Dataset excerpts
● ● ●

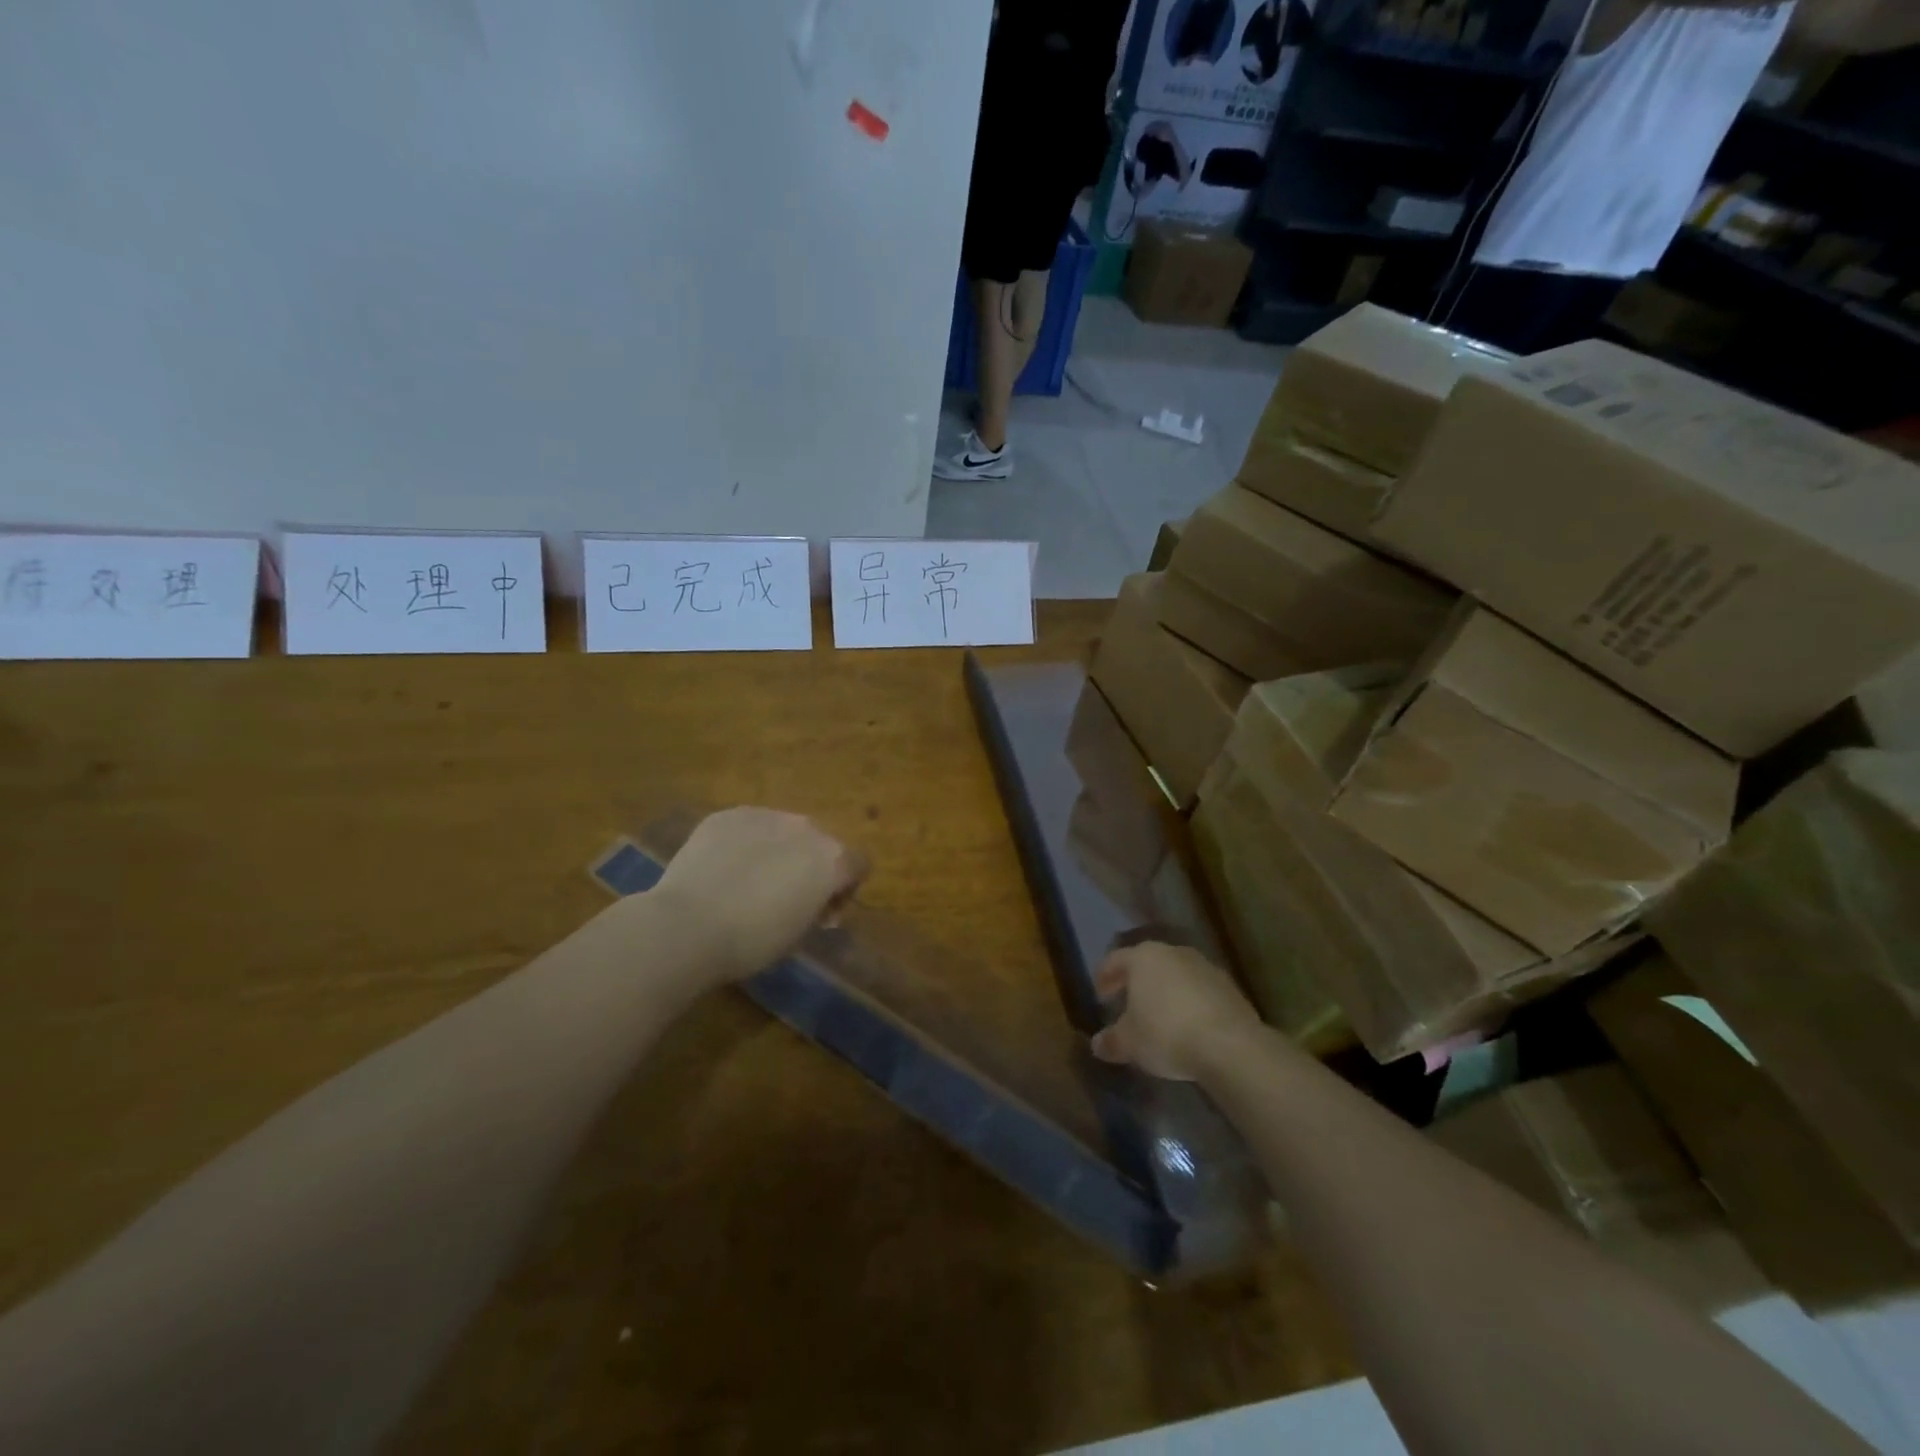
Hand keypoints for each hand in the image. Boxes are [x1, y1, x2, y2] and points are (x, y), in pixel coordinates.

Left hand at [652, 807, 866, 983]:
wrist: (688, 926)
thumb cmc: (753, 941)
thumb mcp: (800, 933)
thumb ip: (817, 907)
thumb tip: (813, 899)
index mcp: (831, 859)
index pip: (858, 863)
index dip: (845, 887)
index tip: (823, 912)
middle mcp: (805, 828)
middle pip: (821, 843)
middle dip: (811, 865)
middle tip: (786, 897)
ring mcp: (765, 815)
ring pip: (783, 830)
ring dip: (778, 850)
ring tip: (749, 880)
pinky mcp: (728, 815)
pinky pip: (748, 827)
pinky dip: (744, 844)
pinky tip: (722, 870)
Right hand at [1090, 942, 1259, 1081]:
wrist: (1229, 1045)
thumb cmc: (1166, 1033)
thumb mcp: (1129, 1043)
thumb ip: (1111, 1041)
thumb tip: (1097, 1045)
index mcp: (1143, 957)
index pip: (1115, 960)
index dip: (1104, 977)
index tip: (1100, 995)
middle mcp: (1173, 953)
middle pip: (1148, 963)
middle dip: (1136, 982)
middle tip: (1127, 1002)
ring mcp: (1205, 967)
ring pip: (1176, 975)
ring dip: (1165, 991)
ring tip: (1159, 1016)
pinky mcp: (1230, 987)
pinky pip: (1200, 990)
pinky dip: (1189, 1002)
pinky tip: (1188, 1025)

● ● ●

• _What to produce_
Look through the records above for the word "pinky" and state how many lines contain it, giving the number alone.

• _Output for this exercise_
8